Algérie

L'Humanité consacre un numéro spécial aux massacres du 17 octobre 1961 à Paris



L'Humanité consacre un numéro spécial aux massacres du 17 octobre 1961 à Paris
PARIS- Le journal français l'Humanité a consacré lundi un numéro spécial aux massacres de centaines d'Algériens lors d'une marche pacifique à Paris le 17 octobre 1961 contestant le couvre-feu discriminatoire qui leur a été imposé par le préfet de police d'alors Maurice Papon.
Ce cahier de huit pages, avec à la Une un titre en manchette "Un crime d'Etat", relate la tragédie de ce mardi pluvieux d'octobre, en ouvrant ses colonnes à des historiens, analystes et autres témoins ayant "miraculeusement" échappé au bain de sang, en plein coeur de Paris.

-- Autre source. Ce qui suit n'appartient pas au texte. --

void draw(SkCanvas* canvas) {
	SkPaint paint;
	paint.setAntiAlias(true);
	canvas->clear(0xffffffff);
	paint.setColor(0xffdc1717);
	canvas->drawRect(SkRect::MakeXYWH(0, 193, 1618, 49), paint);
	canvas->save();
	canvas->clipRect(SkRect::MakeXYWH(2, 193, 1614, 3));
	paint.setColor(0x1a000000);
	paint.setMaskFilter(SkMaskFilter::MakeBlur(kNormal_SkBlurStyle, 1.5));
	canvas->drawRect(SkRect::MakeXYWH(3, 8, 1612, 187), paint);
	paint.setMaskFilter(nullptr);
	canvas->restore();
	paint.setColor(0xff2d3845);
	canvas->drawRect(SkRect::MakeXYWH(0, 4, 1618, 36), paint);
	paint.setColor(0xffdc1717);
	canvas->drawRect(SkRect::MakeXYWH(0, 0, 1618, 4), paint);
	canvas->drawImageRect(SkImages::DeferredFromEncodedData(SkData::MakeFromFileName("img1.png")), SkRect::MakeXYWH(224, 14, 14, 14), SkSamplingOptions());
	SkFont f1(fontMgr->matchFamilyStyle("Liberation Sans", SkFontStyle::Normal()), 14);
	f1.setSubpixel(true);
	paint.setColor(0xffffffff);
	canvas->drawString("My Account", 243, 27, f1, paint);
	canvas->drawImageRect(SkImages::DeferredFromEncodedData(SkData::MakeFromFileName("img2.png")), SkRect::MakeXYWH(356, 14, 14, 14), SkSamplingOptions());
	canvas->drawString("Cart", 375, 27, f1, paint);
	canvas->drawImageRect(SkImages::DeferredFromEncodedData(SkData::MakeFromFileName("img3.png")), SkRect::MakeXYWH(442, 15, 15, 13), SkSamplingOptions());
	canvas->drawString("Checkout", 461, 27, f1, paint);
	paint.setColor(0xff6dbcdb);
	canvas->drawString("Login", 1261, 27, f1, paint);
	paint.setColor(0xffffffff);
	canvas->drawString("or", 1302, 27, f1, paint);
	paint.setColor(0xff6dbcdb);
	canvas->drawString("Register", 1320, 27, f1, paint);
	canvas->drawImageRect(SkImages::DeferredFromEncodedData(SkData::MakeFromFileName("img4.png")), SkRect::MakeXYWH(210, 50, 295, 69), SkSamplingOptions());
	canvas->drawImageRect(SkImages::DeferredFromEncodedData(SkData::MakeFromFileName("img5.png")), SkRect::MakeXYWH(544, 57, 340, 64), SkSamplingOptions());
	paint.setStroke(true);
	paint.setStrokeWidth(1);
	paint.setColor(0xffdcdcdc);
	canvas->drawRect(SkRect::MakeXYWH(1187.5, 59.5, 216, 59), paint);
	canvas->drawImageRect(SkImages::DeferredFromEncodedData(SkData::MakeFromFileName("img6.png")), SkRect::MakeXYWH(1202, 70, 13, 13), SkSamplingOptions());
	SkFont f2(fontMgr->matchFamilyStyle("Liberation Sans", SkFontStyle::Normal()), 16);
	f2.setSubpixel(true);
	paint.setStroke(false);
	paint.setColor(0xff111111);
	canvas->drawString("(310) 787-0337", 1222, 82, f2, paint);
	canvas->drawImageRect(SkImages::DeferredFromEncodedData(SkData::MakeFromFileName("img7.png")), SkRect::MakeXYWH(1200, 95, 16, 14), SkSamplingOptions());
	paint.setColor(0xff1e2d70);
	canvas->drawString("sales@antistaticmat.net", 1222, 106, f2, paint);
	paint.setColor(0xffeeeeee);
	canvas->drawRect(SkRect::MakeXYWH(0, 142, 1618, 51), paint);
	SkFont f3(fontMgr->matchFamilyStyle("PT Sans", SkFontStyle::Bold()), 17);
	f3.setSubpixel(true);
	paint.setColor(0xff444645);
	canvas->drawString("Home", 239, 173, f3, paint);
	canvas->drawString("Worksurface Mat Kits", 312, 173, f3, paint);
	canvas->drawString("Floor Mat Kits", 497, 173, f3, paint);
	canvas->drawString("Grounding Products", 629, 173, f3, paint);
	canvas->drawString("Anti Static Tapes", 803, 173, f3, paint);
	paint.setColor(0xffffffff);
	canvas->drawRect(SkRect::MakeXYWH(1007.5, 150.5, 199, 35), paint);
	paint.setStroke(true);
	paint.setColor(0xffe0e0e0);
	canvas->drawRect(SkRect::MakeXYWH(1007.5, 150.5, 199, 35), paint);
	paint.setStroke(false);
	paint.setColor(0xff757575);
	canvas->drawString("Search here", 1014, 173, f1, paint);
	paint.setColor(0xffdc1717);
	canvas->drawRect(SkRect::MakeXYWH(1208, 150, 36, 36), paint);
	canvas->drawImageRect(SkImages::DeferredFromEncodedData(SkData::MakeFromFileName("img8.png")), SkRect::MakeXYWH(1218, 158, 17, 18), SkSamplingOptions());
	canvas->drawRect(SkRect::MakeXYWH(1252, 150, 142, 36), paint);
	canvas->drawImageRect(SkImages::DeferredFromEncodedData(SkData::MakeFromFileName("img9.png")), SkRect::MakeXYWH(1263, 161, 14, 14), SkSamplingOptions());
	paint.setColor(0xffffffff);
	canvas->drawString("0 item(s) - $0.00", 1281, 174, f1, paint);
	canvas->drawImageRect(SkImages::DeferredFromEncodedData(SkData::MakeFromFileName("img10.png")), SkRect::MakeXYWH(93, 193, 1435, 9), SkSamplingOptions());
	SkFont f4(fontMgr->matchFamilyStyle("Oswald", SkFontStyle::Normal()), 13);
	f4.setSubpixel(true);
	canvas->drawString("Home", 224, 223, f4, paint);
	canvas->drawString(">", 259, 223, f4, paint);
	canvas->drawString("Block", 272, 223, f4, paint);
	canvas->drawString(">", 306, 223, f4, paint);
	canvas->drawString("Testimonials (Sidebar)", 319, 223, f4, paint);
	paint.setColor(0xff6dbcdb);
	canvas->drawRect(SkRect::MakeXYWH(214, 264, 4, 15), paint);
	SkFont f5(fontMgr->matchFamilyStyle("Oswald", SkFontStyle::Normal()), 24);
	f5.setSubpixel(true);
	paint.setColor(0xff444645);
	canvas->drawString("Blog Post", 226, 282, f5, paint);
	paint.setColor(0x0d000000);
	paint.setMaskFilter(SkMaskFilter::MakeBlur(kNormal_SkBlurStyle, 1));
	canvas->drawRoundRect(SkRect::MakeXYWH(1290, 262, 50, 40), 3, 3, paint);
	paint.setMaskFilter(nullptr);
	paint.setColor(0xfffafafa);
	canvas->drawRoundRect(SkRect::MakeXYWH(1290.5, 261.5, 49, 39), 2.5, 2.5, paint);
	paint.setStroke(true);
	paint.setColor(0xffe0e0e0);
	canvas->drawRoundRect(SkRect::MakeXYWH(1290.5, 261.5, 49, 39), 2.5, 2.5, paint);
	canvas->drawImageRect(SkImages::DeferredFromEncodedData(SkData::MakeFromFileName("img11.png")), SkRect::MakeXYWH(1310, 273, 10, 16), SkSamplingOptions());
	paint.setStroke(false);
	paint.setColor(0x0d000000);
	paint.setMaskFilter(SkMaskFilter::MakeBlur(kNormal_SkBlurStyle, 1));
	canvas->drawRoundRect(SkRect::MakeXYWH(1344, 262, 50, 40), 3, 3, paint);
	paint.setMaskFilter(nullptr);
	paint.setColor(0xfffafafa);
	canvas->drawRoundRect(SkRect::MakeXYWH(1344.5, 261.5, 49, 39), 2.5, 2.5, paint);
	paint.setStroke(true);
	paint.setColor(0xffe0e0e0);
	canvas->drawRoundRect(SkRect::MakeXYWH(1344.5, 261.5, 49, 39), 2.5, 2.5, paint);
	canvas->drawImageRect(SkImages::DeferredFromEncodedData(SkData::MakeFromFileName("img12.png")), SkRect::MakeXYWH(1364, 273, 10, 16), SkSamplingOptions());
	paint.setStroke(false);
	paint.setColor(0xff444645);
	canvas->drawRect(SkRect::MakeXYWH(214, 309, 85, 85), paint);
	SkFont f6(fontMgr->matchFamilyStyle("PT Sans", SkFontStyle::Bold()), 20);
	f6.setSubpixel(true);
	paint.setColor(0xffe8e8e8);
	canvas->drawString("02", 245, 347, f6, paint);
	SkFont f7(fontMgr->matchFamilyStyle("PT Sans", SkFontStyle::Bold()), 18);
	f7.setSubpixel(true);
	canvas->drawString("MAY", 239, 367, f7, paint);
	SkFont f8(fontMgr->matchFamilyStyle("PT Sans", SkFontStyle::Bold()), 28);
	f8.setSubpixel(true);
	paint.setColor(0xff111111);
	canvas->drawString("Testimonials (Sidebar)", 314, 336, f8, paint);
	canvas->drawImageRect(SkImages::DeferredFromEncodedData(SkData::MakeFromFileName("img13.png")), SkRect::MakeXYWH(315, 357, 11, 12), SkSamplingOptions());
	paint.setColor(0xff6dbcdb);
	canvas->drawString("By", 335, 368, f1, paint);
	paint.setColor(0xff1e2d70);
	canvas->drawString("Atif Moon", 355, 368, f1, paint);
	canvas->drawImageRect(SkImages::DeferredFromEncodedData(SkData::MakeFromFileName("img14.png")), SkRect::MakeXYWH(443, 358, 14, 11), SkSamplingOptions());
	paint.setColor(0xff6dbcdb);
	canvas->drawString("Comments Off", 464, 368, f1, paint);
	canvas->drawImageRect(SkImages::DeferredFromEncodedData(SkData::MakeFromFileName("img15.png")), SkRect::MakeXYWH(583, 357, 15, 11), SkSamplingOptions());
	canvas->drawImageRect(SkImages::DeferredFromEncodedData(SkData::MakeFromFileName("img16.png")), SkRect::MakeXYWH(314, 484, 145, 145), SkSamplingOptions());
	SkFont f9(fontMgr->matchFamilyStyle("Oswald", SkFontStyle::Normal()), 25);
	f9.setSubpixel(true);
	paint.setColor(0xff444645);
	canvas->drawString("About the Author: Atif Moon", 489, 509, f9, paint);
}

Pour le journaliste Jean-Emmanuel Ducoin, de tous les crimes de la guerre de libération nationale, dont il est impossible d'établir une "échelle" dans l'infamie, le massacre du 17 octobre 1961 est à "l'évidence l'un des plus signifiants, l'un des plus honteux, celui dont la France gardera la trace-sans-trace avec au fond de l'âme, ce spectre du colonialisme et du racisme qui continue de hanter nos consciences".
"Cette répression policière ne relevait en rien d'une +bavure+ ni de la réaction d'une police débordée par l'ampleur d'une manifestation pourtant pacifique, mais résultait d'une véritable +terreur d'Etat+ instaurée par le système de répression postérieure à la Seconde Guerre mondiale", écrit l'éditorialiste.
Pour lui, "nous n'en finirons pas avec la guerre d'Algérie sans que ses crimes, tous ses crimes, soient une bonne fois pour toutes dévoilés et officiellement condamnés". "Plus que jamais, les Français ont aujourd'hui besoin d'une reconnaissance officielle ! Non pour répéter le vague récit d'un passé douloureux, mais bien pour assumer un acte de mémoire au présent, indispensable pour construire l'à-venir républicain", a-t-il dit.
Interrogé sur le sens historique à donner aux commémorations, cinquante ans plus tard, l'historien Benjamin Stora relève, dans un entretien, qu'il n'y a pas de consensus, pas d'unanimisme sur les commémorations, portées essentiellement aujourd'hui par des municipalités de gauche. "Cependant, leur ampleur correspond à l'aboutissement de toute une série de batailles politiques lancées il y a trente ans. Le 17 octobre, aujourd'hui, est quasiment devenu une journée d'hommage à l'immigration ", a-t-il souligné.
Sylvie Thénault, historienne, chargée de recherche au CNRS, revient, de son côté, sur les mécanismes sur lesquels l'Etat s'est appuyé pour organiser l'oubli de ces événements. Elle a affirmé, à cet effet, que le premier mécanisme s'est enclenché dès le départ, d'abord pour étouffer le scandale de la répression.
"Bloquer toute possibilité d'enquête, c'était s'assurer de maintenir la confusion sur le bilan car plus le temps passe, plus il est difficile d'établir un bilan dans ce type d'événement", a-t-elle relevé, soutenant, cependant, que l'action de l'Etat n'explique pas à elle seule ce "long oubli". "La société française elle-même n'était pas porteuse de cette mémoire", a affirmé l'historienne.
De son côté, son collègue Alain Ruscio s'interroge pourquoi le PCF (Parti communiste français), alors puissant, "n'a-t-il pas organisé une manifestation, même minoritaire, même quasi symbolique '". "La vérité est qu'une vague de racisme anti-Arabe, soigneusement entretenue par la pouvoir et une grande partie de la presse, avait submergé le pays. Et que les communistes n'ont pas su, ou pu, y résister avec efficacité".
Cette impuissance face au massacre "n'est-elle pas le signe d'un rejet de la +greffe+ internationaliste", s'est demandé l'historien, signalant que le parallèle avec la réaction après Charonne s'impose. "Il est cruel : les morts algériens comptaient moins que les autres", s'est-il indigné.
Parti manifester à Paris, Hocine Hakem, raconte, par ailleurs, à l'Humanité comment il fut pris au piège avec ses compagnons au pont de Neuilly, où les CRS matraquèrent, tuèrent et noyèrent les Algériens. "Nous avions vu des CRS pousser des hommes dans le fleuve. Saisi pas par quel miracle, mais j'ai échappé à cela, je n'ai pas été jeté dans la Seine. Ce n'est que quelques jours plus tard, après avoir été relâché, que j'ai su que des centaines d'Algériens avaient été assassinés ainsi", a-t-il témoigné.